Des moments à me laisser un peu vivre aussi:-), danser la salsa, passer du temps avec un qui me fait du bien, beaucoup de bien, même s'il part trop vite du pays, les discussions avec les amis et les éclats de rire par Skype entre Kaboul, la frontière iranienne avec les chevaux bloqués, Téhéran, Paris, Kiev, Beyrouth, Freiburg, Zürich, Condé, Verneuil-sur-Seine... Nager dans les eaux turquoises de la mer des Caraïbes, s'éblouir en offrant ses yeux au soleil de ce pays, rêver devant les étoiles et dans la brise du soir, acheter un tableau qui n'a pas quitté mes yeux depuis plusieurs mois et qui coûte la bagatelle de plus d'un mois de salaire, est-ce qu'on ne vit qu'une fois?:-), oui on ne vit qu'une fois, des moments durs aussi avec une grande douleur d'amitié, finalement qu'est-ce qu'être vraiment adulte sinon accepter aussi ces blessures d'enfance qui régissent aussi ce que nous sommes, parfois je sombre et ne vois que mes zones d'ombre... Du noir quand des bénéficiaires ou des membres de nos équipes décèdent, des creux au coeur du fait même d'être dans ce pays et de ne pas se voiler les yeux... L'immense soleil quand j'apprends que je vais être tata en décembre, cette bouffée d'amour immédiat inconsidéré présent là tout de suite et ce dialogue qui commence avec cet être à venir...

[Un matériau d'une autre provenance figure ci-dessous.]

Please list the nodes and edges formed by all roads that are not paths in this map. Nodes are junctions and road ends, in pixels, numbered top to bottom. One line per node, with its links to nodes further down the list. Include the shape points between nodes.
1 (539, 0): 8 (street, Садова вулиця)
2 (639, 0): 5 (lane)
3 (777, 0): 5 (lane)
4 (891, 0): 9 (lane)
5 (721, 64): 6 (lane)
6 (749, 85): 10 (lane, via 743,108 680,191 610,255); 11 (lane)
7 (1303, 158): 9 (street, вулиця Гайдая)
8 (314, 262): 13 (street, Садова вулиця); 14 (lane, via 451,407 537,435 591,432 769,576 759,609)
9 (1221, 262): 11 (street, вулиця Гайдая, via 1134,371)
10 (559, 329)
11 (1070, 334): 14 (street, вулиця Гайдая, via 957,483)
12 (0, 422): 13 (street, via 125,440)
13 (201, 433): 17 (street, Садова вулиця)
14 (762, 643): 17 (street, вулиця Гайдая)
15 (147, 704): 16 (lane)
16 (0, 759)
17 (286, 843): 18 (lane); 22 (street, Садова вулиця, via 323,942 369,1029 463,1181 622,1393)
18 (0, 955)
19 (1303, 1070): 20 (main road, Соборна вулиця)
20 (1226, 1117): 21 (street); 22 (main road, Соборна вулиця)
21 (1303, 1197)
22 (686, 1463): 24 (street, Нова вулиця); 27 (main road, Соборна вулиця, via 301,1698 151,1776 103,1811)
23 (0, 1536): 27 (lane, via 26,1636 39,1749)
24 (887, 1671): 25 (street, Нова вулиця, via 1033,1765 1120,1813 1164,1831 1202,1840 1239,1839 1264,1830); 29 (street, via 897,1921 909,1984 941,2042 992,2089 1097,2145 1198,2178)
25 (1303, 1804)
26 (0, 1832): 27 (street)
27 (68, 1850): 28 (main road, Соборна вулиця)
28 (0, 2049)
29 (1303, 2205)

Juin arrive que je passe principalement à Paris... Des réunions, de l'apprentissage beaucoup, des rencontres intéressantes et souvent un peu les projecteurs braqués sur Haïti à travers ma présence... Des moments de lumière avec la pluie de bébés de mes amies, Gabriel, Octave, Philomène, la joie de voir Yaël et Mona grandir et de parler longuement à Solène grande fille de plus en plus, le bonheur de passer du temps précieux avec les amis, la famille et avec le même un... Petit-déjeuner Hermé, admirer Redon et Bonnard, sentir l'odeur de l'herbe après la pluie en Normandie, la fouler, humer les étoiles de la nuit.... Et rentrer, retrouver les 450 employés et 45 expats, dépasser le classique syndrome de blues du retour, penser à soi autant que possible tout en se donnant pour que ça avance au mieux avec des moyens parfois pas suffisants...

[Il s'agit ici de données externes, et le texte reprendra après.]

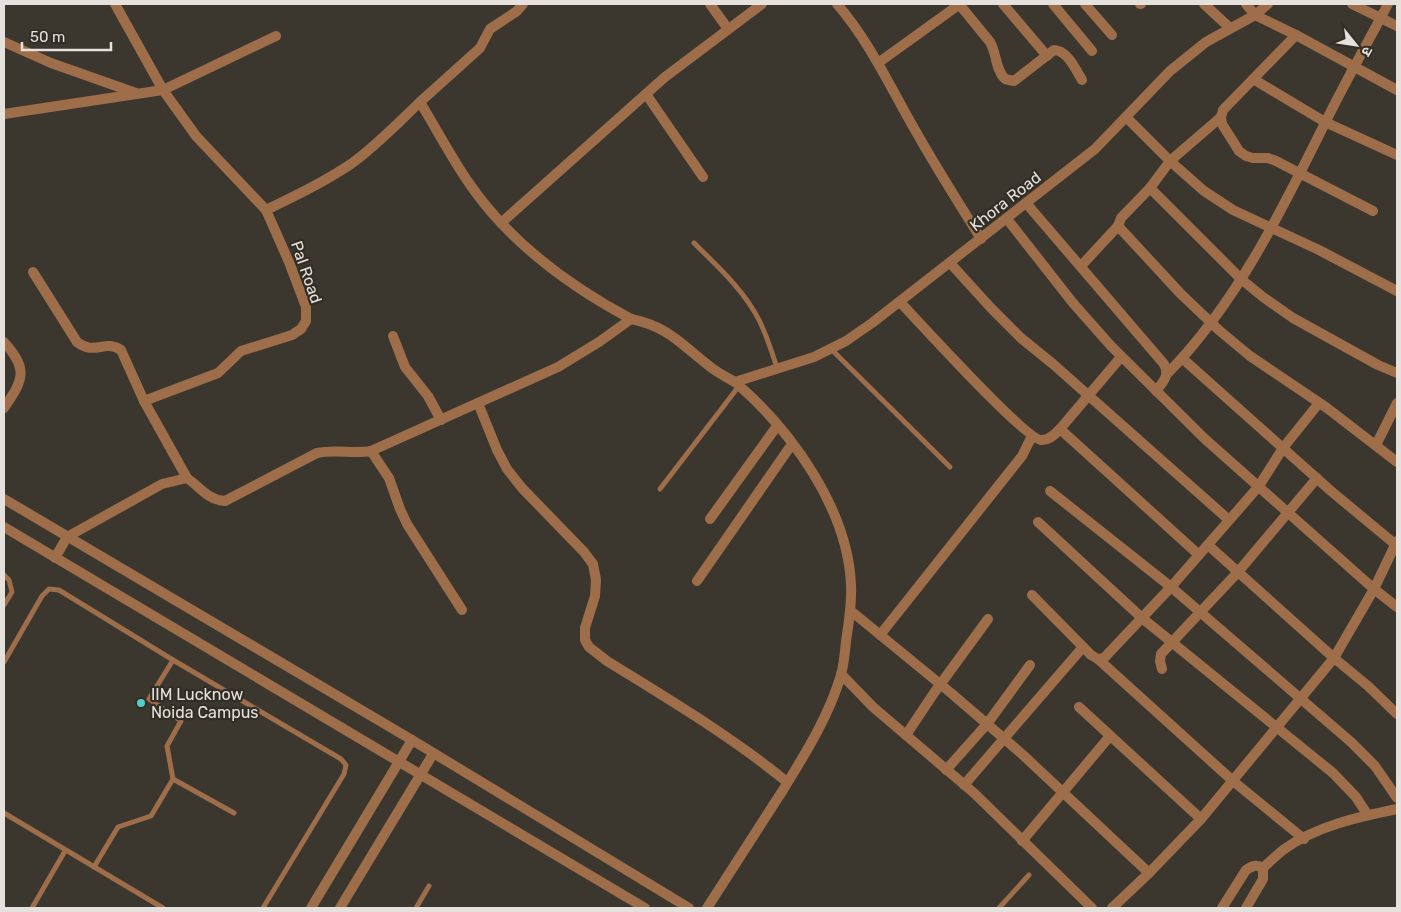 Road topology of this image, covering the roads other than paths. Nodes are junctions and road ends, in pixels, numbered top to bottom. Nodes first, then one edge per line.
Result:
1 (115, 4) edge
2 (523, 4) edge
3 (710, 4) edge
4 (762, 4) edge
5 (837, 4) edge
6 (959, 4) edge
7 (1003, 4) edge
8 (1053, 4) edge
9 (1085, 4) edge
10 (1204, 4) edge
11 (1246, 4) edge
12 (1268, 4) edge
13 (1352, 4) edge
14 (1388, 4) edge
15 (1255, 15) junction
16 (1381, 18) junction
17 (1397, 26) edge
18 (1230, 28) junction
19 (728, 29) junction
20 (1296, 35) junction
21 (276, 36) dead end
22 (1112, 36) dead end
23 (5, 45) edge
24 (1092, 51) dead end
25 (1047, 56) junction
26 (878, 62) junction
27 (1355, 68) junction
28 (1253, 79) junction
29 (1082, 80) dead end
30 (163, 90) junction
31 (1397, 90) edge
32 (139, 94) junction
33 (646, 94) junction
34 (420, 102) junction
35 (4, 114) edge
36 (1126, 117) junction
37 (1221, 117) junction
38 (1325, 122) junction
39 (1397, 155) edge
40 (1170, 161) junction
41 (1300, 174) junction
42 (703, 177) dead end
43 (1150, 188) junction
44 (1026, 203) junction
45 (266, 210) junction
46 (1373, 211) dead end
47 (1007, 219) junction
48 (501, 223) junction
49 (1118, 226) junction
50 (1270, 228) junction
51 (981, 239) junction
52 (694, 242) dead end
53 (950, 262) junction
54 (1081, 266) junction
55 (33, 272) dead end
56 (1241, 279) junction
57 (1397, 291) edge
58 (900, 302) junction
59 (631, 319) junction
60 (1212, 323) junction
61 (393, 336) dead end
62 (4, 342) edge
63 (830, 349) junction
64 (1122, 356) junction
65 (1182, 359) junction
66 (777, 368) junction
67 (1397, 373) edge
68 (1167, 374) junction
69 (737, 384) junction
70 (1156, 391) junction
71 (1088, 396) junction
72 (144, 400) junction
73 (1319, 402) junction
74 (478, 403) junction
75 (1397, 403) edge
76 (4, 408) edge
77 (441, 420) junction
78 (777, 426) junction
79 (1060, 428) junction
80 (1032, 436) junction
81 (792, 444) junction
82 (1376, 445) junction
83 (1283, 448) junction
84 (371, 451) junction
85 (1397, 462) edge
86 (950, 467) dead end
87 (187, 478) junction
88 (1317, 478) junction
89 (1259, 486) junction
90 (660, 489) dead end
91 (1050, 491) dead end
92 (4, 500) edge
93 (1288, 512) junction
94 (710, 519) dead end
95 (1230, 520) junction
96 (1038, 522) dead end
97 (4, 528) edge
98 (67, 537) junction
99 (1396, 543) edge
100 (1208, 545) junction
101 (1199, 555) junction
102 (55, 558) junction
103 (1238, 572) junction
104 (4, 575) edge
105 (697, 581) dead end
106 (1171, 587) junction
107 (1374, 589) junction
108 (1032, 595) dead end
109 (4, 605) edge
110 (1397, 607) edge
111 (462, 610) dead end
112 (850, 611) junction
113 (1199, 612) junction
114 (1142, 618) junction
115 (988, 619) dead end
116 (880, 635) junction
117 (1172, 642) junction
118 (1083, 647) junction
119 (1334, 658) junction
120 (1098, 659) junction
121 (173, 660) junction
122 (4, 662) edge
123 (1030, 664) dead end
124 (1162, 669) dead end
125 (841, 674) junction
126 (940, 684) junction
127 (1301, 699) junction
128 (1079, 707) dead end
129 (1397, 714) edge
130 (987, 724) junction
131 (1278, 727) junction
132 (906, 735) junction
133 (1110, 736) junction
134 (1004, 739) junction
135 (412, 740) junction
136 (433, 754) junction
137 (399, 762) junction
138 (946, 770) junction
139 (420, 775) junction
140 (173, 780) junction
141 (1233, 781) junction
142 (787, 782) junction
143 (964, 785) junction
144 (1063, 792) junction
145 (1397, 798) edge
146 (1397, 809) edge
147 (4, 813) edge
148 (234, 814) dead end
149 (1367, 814) junction
150 (1201, 820) junction
151 (1304, 839) junction
152 (1022, 841) junction
153 (66, 851) junction
154 (94, 867) junction
155 (1262, 868) junction
156 (1149, 873) junction
157 (1029, 876) dead end
158 (429, 886) dead end
159 (32, 908) edge
160 (163, 908) edge
161 (263, 908) edge
162 (311, 908) edge
163 (340, 908) edge
164 (416, 908) edge
165 (645, 908) edge
166 (689, 908) edge
167 (707, 908) edge
168 (999, 908) edge
169 (1092, 908) edge
170 (1112, 908) edge
171 (1222, 908) edge
172 (1246, 908) edge

1 - 30 street, Pal Road
2 - 34 street
3 - 19 street
4 - 19 street
5 - 26 street
6 - 25 street
6 - 26 street
7 - 25 street
8 - 24 street
9 - 22 street
10 - 18 street
11 - 15 street
12 - 15 street, Khora Road
13 - 16 street
14 - 16 street
15 - 18 street, Khora Road
15 - 20 street
16 - 17 street
16 - 27 street
18 - 36 street, Khora Road
19 - 33 street
20 - 27 street
20 - 28 street
21 - 30 street
23 - 32 street
25 - 29 street
26 - 51 street
27 - 31 street
27 - 38 street
28 - 37 street
28 - 38 street
30 - 32 street
30 - 45 street, Pal Road
32 - 35 street
33 - 42 street
33 - 48 street
34 - 45 street
34 - 48 street
36 - 40 street
36 - 44 street, Khora Road
37 - 40 street
37 - 41 street
38 - 39 street
38 - 41 street
40 - 43 street
40 - 50 street
41 - 46 street
41 - 50 street
43 - 49 street
43 - 56 street
44 - 47 street, Khora Road
44 - 54 street
45 - 72 street, Pal Road
47 - 51 street, Khora Road
47 - 64 street
48 - 59 street
49 - 54 street
49 - 60 street
50 - 56 street
50 - 57 street
51 - 53 street, Khora Road
52 - 66 lane
53 - 58 street, Khora Road
53 - 71 street
54 - 68 street
55 - 72 street
56 - 60 street
56 - 67 street
58 - 63 street, Khora Road
58 - 80 street
59 - 69 street
59 - 74 street
60 - 65 street
60 - 73 street
61 - 77 street
62 - 76 street
63 - 66 street, Khora Road
63 - 86 lane
64 - 70 street
64 - 71 street
65 - 68 street
65 - 83 street
66 - 69 street, Khora Road
68 - 70 street
69 - 78 street
69 - 90 lane
70 - 89 street
71 - 79 street
71 - 95 street
72 - 87 street
73 - 82 street
73 - 83 street
74 - 77 street
74 - 142 street
75 - 82 street
77 - 84 street
78 - 81 street
78 - 94 street
79 - 80 street
79 - 101 street
80 - 116 street
81 - 105 street
81 - 112 street
82 - 85 street
83 - 88 street
83 - 89 street
84 - 87 street
84 - 111 street
87 - 98 street
88 - 93 street
88 - 99 street
89 - 93 street
89 - 95 street
91 - 106 street
92 - 98 street
93 - 103 street
93 - 107 street
95 - 100 street
96 - 114 street
97 - 102 street
98 - 102 street
98 - 135 street
99 - 107 street
100 - 101 street
100 - 103 street
101 - 106 street
102 - 137 street
103 - 113 street
103 - 119 street
104 - 109 lane
106 - 113 street
106 - 114 street
107 - 110 street
107 - 119 street
108 - 118 street
112 - 116 street
112 - 125 street
113 - 117 street
113 - 127 street
114 - 117 street
114 - 120 street
115 - 126 street
116 - 126 street
117 - 124 street
117 - 131 street
118 - 120 street
118 - 134 street
119 - 127 street
119 - 129 street
120 - 141 street
121 - 122 lane
121 - 140 lane
121 - 161 lane
123 - 130 street
125 - 132 street
125 - 142 street
126 - 130 street
126 - 132 street
127 - 131 street
127 - 145 street
128 - 133 street
130 - 134 street
130 - 138 street
131 - 141 street
131 - 149 street
132 - 138 street
133 - 144 street
133 - 150 street
134 - 143 street
134 - 144 street
135 - 136 street
135 - 137 street
136 - 139 street
136 - 166 street
137 - 139 street
137 - 162 street
138 - 143 street
139 - 163 street
139 - 165 street
140 - 148 lane
140 - 154 lane
141 - 150 street
141 - 151 street
142 - 167 street
143 - 152 street
144 - 152 street
144 - 156 street
146 - 149 street
147 - 153 lane
149 - 151 street
150 - 156 street
151 - 155 street
152 - 169 street
153 - 154 lane
153 - 159 lane
154 - 160 lane
155 - 171 street
155 - 172 street
156 - 170 street
157 - 168 lane
158 - 164 lane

Juillet à présent est là, je suis aux Gonaïves pour une vraie semaine, cela faisait tellement longtemps que je n'avais pu venir ici autrement qu'en coup de vent, n'ayant toujours pas d'Adjoint et ayant aussi beaucoup d'obligations dans la capitale... Maintenant que la saison des pluies a commencé, le choléra reprend... La saison des cyclones arrive elle aussi, à préparer donc pour pouvoir réagir... Tout en prenant de la hauteur et en faisant l'exercice annuel de se projeter sur 2012 et au-delà... Journées chargées et denses donc au cas où vous en doutiez encore:-)

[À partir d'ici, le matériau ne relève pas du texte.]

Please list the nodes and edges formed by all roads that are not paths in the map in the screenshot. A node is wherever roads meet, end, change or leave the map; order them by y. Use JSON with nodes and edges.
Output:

Un petit extrait de chanson (une fois n'est pas coutume) pour terminer sans n'avoir rien à voir:-) et vous donner une parmi tant de paroles chantées, imprimées, dites, écrites qui m'accompagnent...
"A chacun sa ruée vers l'or, j'accélère à travers la brume
Puisque mon temps est limité, mes choix doivent être à la hauteur
C'est toujours la même chevauchée, on vise la lueur droit devant
De l'ombre ou de la lumière
Lequel des deux nous éclaire"
Je vous embrasse et vous souhaite un bon premier dimanche de Juillet!